A more pressing concern has to do with the Fed’s crisis-era bond investments. Since October of last year, the central bank has been steadily reducing its holdings of Treasuries and mortgage-backed bonds. But as the unwind has picked up, unexpected knock-on effects are emerging in overnight lending markets, where demand for short-term cash has been on the rise.
Opinion: What, the Federal Reserve makes mistakes? Why that is impossible! Ivy league educations with lots of letters after their names make them great bank managers right?
Let’s take a look:
- Ben Bernanke PHD – Economics professor
- Janet Yellen PHD 20 years experience teaching economics, mostly at UC Berkeley
- Jay Powell PHD (current Fed Chairman) former investment banker and under secretary of Treasury for George W. Bush
It was Ben Bernanke who along then Treasury Sec. Timothy Geithner who in 2008 dreamed up bailing out banks with a new term called quantitative easing (QE).
Formula for QE:
Central banks create money out of thin air – give it to banks – banks buy stocks and bonds – the bull market is on – the banks and super rich get much richer – Barack Obama can say he saved the global economy.
Bull Markets Don’t Die of Old Age, But Rather They’re Killed by The Federal Reserve
So now the Fed wants to unwind the $4 trillion which means selling massive amounts of bonds (the opposite of QE) driving interest rates higher.

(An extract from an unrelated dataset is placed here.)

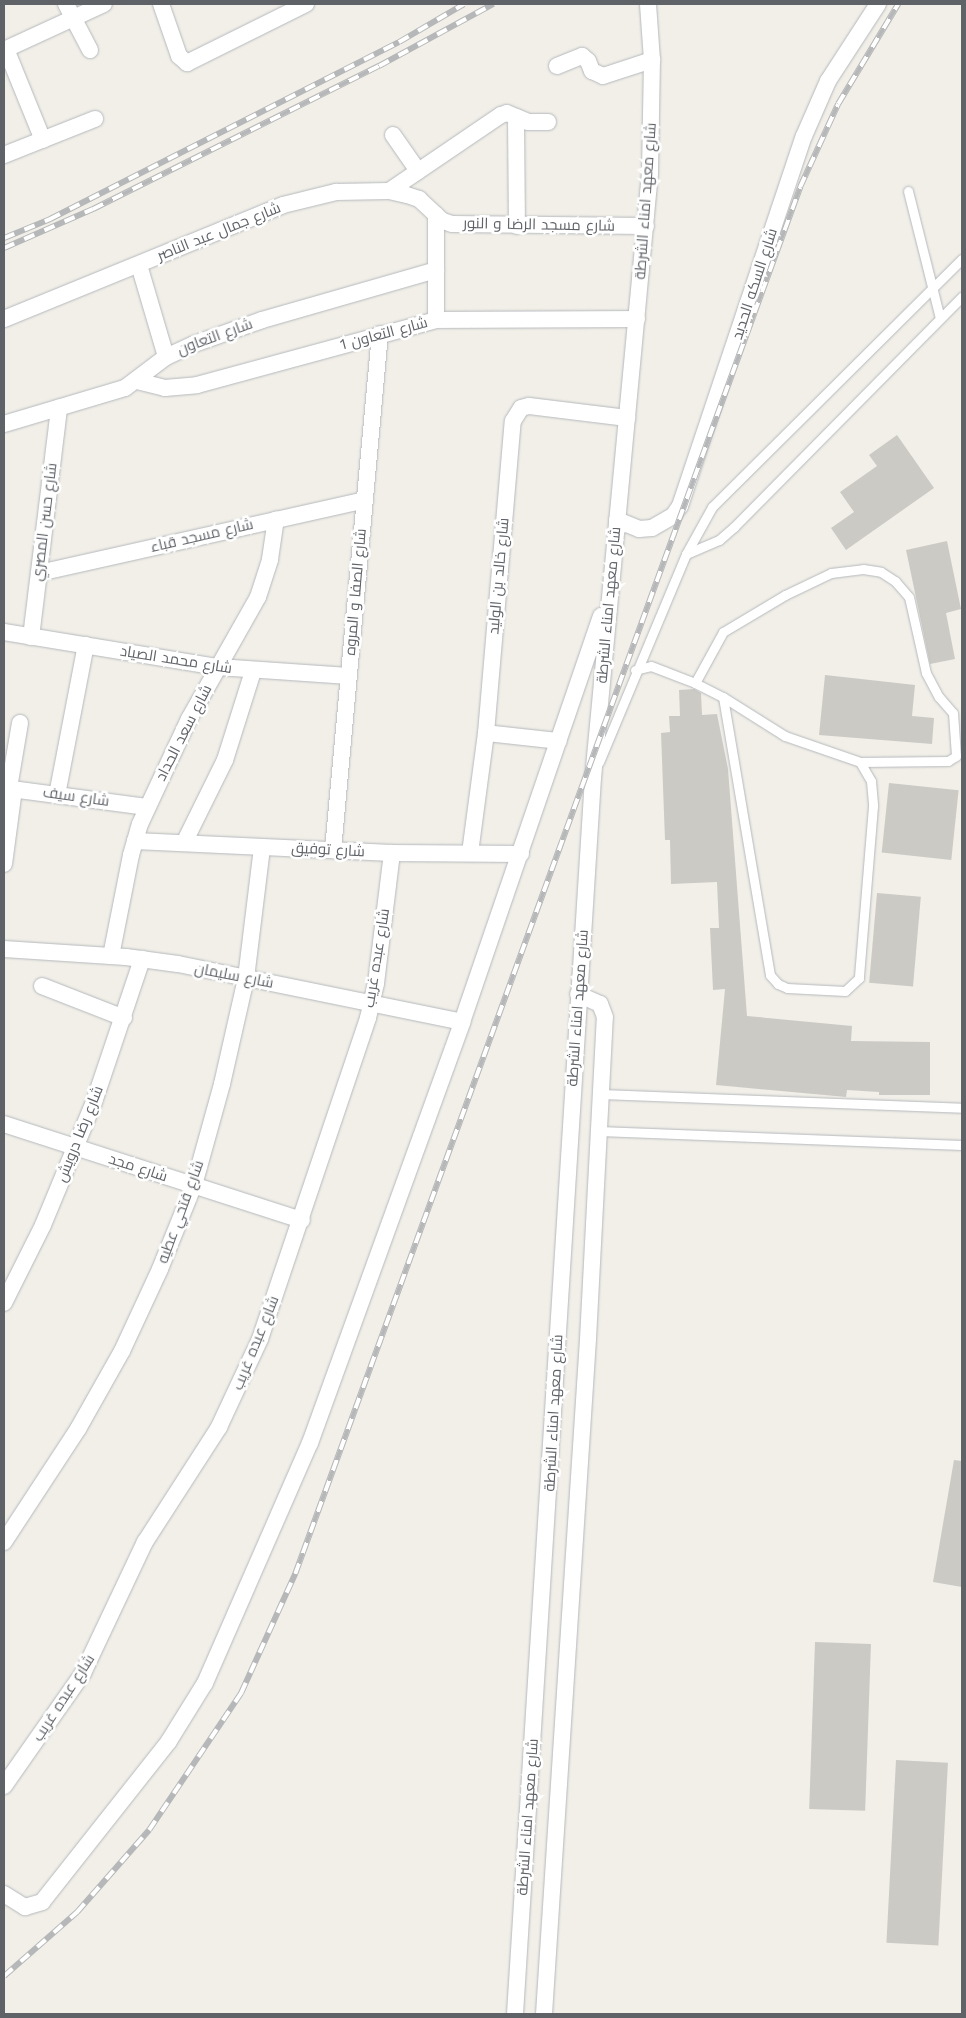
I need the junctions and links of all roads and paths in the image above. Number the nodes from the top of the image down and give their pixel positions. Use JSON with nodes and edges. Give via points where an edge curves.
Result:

Round and round she goes, but we know where she stops:
“When He opened the third seal, I heard the third living creature say, “Come and see.” So I looked, and behold, a black horse, and he who sat on it had a pair of scales in his hand. And I heard a voice in the midst of the four living creatures saying, “A quart of wheat for a denarius, and three quarts of barley for a denarius; and do not harm the oil and the wine.” Revelation 6:5-6
Hyper inflation – a man will work a full day to earn enough to buy food for 1 day. The oil and wine (super rich) will have enough assets for a time.